# Provide Summaries beyond Averages and Medians

Everyone who surveys in the legal industry should understand and correctly use the most common measures of central tendency. Each of the following statistics – called that by mathematicians because they are calculated from the responses collected by the survey – describes in a single figure a summary characteristic of the data about where it is “centered.”

**Mean/Average**: The mean (a statistician’s term for average) of a group of numbers is its arithmetic average. Add up the number of lawyers in each of the ten law firms you pay the most and divide that sum by ten: that’s the arithmetic average of their lawyers, its most common measure of central tendency. With small numbers of observations, means give a distorted result if there is an abnormally high or low value.

**Trimmed Mean**: A trimmed mean shaves off extreme values. A common choice is to omit the two percent of the numbers at the low end and the two percent at the high end of a sorted list. Thus, if you have revenue for 50 companies sorted high to low, you drop the two smallest and the two largest. Then calculate the mean.

**Inter-Quartile Mean**: Another technique to avoid abnormally high or low values might be called the average of the middle. After sorting data from high to low, calculate the average of the middle fifty percent. You could think of this as a huge, trimmed mean that removes the top and bottom quarter of values where highly unusual or incorrect outliers lurk.

**Median**: If you have sorted all your figures from high to low, the middle one is the median. If you have an even number of figures, you average the two in the middle (thus the median may not be an actual figure). The median isn’t influenced by extreme figures. [I suppose one could calculate a “trimmed median” by using the same technique of lopping off a small portion at either end and then determining the median or you could calculate the inter-quartile median.] One note of caution: Do not do math with medians!

**Inter-quartile Range**: Midway between the median and the lowest number stands the first quartile figure; midway between the median and the highest figure stands the third quartile figure. The difference between the first quartile and the third quartile becomes the inter-quartile range (IQR). The IQR avoids the unusual and possibly misleading data points at either end of an ordered list.

**Winsorize**: Named after Charles Winsor, to Winsorize data you set a percentage of values at the extremes equal to a specified percentile or figure, such as plus and minus four standard deviations, or the 5th percentile at the low end or 95th percentile value at the high end. Here’s how it’s done. For a 90 percent Winsorization, the bottom five percent of the values are set equal to the value corresponding to the 5th percentile while the upper five percent of the values are set equal to the value corresponding to the 95th percentile. If you Winsorize your data, the medians will not change but the average will. Think of Winsorizing as smoothing the extreme values.

**Mode**: It is simply the number that is most common in a set of numbers. For example, in the among the numbers of hundreds of locations of law firms, the mode will be one. More law firms have a single office than any other number of offices.

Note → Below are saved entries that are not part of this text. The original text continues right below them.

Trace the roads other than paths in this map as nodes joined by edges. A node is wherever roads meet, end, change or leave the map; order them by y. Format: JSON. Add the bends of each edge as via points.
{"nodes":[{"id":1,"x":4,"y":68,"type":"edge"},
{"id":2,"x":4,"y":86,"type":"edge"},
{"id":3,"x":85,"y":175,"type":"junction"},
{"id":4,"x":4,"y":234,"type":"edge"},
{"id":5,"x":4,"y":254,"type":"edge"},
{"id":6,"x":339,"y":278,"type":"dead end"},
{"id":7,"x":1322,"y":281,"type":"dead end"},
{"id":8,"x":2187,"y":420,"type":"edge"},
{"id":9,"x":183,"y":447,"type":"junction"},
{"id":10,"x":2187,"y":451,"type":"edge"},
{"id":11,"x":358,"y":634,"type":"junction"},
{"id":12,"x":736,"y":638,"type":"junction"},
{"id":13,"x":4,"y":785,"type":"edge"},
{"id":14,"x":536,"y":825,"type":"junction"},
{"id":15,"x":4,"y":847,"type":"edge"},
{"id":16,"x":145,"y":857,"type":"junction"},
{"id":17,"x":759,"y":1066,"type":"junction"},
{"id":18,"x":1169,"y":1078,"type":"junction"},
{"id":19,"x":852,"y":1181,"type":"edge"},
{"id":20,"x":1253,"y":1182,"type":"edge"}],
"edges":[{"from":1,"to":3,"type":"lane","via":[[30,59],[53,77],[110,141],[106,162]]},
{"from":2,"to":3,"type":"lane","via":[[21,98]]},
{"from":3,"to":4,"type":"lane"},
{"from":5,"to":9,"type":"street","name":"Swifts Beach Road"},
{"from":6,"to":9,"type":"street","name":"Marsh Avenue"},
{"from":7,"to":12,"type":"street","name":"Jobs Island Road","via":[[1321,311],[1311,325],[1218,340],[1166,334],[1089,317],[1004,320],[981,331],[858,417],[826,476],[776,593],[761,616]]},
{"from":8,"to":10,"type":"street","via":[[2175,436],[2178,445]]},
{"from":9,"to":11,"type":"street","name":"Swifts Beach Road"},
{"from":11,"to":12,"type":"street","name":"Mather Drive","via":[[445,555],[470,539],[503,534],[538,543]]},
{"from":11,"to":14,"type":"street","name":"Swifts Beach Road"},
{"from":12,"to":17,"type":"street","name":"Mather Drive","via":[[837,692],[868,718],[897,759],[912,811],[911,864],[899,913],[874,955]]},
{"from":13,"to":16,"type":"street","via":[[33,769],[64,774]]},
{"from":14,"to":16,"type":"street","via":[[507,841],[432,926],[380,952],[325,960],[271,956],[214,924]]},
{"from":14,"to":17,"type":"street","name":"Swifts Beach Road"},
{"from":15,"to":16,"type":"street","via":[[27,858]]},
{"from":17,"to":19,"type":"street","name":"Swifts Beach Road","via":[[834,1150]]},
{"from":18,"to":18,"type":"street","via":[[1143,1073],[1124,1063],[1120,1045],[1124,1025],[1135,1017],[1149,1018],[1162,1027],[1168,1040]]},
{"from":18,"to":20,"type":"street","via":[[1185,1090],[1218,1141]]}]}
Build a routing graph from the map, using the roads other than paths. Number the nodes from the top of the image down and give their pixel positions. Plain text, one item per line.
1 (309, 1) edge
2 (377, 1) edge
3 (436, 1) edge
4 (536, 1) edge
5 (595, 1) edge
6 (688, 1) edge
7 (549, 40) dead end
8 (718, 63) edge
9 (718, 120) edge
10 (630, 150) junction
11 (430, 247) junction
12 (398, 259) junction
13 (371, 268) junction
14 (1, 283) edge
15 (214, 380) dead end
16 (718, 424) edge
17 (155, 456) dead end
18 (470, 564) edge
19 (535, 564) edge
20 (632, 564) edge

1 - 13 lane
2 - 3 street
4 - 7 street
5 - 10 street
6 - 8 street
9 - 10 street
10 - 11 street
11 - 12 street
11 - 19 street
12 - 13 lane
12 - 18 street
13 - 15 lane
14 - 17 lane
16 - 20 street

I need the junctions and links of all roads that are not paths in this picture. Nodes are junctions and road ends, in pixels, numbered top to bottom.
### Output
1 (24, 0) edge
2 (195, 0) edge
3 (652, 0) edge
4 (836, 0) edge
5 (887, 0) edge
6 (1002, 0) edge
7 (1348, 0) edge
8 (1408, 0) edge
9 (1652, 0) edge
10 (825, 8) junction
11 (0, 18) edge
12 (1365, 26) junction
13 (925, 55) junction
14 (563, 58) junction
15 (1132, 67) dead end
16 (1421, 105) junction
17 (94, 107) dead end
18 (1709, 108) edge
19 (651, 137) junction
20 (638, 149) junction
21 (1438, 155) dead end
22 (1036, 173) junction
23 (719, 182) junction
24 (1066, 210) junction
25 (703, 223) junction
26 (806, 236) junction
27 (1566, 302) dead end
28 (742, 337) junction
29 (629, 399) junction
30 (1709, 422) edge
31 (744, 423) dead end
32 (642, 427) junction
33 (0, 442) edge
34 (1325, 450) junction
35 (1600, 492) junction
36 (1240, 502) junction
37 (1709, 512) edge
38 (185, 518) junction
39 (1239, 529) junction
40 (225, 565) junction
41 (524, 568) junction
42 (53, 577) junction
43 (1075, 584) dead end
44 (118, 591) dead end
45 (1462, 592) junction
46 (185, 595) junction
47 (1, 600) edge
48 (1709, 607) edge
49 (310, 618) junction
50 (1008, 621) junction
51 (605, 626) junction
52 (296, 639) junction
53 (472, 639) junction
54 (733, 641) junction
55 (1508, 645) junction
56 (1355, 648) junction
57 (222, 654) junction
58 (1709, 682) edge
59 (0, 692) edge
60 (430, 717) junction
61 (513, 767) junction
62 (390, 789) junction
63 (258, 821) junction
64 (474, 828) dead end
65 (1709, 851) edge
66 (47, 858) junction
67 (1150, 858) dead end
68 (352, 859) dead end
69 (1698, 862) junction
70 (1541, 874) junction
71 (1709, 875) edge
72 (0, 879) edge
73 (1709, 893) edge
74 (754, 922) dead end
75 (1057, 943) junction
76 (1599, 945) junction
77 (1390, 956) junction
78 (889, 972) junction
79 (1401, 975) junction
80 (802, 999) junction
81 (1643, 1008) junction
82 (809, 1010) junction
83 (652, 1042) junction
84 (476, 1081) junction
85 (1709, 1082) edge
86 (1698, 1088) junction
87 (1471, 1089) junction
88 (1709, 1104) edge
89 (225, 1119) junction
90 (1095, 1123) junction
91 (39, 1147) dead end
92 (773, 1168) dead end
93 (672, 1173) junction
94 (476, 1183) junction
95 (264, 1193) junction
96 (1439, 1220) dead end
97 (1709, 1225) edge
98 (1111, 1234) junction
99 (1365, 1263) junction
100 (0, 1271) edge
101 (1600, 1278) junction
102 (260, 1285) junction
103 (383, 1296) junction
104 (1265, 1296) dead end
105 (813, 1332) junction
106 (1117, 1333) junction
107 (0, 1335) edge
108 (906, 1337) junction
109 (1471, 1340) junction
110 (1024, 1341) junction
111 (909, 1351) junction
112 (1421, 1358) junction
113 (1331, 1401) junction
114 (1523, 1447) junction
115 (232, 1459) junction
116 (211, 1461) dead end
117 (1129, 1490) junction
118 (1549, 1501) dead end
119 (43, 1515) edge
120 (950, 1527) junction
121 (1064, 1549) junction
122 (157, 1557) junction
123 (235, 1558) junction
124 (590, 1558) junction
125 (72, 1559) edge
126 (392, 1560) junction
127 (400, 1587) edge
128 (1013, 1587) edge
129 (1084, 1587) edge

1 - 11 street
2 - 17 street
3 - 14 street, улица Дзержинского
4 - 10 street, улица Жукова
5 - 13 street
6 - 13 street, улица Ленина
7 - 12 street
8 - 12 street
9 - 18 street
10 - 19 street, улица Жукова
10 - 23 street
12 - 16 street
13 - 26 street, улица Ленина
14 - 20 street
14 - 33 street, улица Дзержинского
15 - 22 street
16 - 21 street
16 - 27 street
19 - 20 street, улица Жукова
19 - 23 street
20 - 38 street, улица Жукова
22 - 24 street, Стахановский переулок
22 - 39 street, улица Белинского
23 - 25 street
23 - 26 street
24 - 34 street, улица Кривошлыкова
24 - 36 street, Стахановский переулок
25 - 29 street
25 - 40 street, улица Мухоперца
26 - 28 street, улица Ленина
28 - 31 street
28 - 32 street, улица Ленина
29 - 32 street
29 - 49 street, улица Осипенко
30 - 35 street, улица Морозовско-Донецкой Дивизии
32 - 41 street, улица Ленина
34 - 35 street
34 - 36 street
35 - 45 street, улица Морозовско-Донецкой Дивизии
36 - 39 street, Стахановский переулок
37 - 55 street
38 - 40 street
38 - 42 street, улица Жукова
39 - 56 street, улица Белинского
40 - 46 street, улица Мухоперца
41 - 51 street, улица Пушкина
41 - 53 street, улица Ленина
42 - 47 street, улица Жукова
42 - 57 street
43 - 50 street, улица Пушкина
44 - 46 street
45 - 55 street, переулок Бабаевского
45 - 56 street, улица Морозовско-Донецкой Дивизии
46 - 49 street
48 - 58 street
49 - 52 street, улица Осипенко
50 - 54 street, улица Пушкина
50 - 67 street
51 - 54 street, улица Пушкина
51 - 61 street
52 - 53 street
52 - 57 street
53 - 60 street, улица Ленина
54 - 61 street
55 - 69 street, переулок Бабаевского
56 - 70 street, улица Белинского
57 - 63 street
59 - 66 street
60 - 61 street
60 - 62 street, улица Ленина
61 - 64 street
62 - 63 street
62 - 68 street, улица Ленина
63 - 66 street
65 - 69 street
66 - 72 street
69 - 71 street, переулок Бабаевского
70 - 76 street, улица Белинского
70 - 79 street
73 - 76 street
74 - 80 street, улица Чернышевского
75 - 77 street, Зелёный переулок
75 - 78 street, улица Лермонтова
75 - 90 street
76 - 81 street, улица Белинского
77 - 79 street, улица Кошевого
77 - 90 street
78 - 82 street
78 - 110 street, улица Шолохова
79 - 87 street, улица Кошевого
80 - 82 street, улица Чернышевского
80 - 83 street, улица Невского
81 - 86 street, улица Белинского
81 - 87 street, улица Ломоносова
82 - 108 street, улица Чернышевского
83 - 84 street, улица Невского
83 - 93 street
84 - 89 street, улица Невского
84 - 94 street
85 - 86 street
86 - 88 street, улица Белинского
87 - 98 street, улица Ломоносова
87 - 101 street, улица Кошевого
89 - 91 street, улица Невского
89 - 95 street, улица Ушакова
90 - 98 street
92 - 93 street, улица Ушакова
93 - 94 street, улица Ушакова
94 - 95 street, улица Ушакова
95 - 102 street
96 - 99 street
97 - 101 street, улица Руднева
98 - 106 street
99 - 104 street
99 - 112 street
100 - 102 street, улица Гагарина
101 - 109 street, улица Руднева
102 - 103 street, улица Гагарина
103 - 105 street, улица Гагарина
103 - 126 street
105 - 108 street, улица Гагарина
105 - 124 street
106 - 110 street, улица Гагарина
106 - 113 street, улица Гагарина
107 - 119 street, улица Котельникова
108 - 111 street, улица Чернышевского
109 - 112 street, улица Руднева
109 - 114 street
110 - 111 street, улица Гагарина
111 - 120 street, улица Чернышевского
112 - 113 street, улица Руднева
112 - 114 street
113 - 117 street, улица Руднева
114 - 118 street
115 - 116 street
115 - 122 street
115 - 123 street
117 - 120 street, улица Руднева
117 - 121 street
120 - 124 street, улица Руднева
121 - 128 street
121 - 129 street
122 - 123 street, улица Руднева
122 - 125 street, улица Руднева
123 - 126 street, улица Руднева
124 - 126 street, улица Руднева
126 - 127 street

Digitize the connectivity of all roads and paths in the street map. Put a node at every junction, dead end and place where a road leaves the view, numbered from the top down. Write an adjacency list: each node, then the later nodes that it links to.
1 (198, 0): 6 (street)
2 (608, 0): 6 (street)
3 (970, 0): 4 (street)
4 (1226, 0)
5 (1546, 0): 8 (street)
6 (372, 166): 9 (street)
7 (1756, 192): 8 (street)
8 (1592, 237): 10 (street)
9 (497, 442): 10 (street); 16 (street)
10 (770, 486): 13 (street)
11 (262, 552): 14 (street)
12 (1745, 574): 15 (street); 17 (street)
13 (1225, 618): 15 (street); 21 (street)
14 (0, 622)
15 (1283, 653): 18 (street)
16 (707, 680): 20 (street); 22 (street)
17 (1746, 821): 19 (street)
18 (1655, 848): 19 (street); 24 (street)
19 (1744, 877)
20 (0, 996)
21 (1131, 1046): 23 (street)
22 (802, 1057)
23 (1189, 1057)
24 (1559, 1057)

**Range**: This value is the difference between the largest number in a set and the smallest. The range obviously depends entirely on the two polar extreme values. One could calculate ranges after trimming or Winsorizing, but that would be an unusual value of central tendency.

These math tools succinctly describe many characteristics of a set of data. The descriptions let you understand the data, communicate these important facets, and compare them to other sets as well as to your own figures.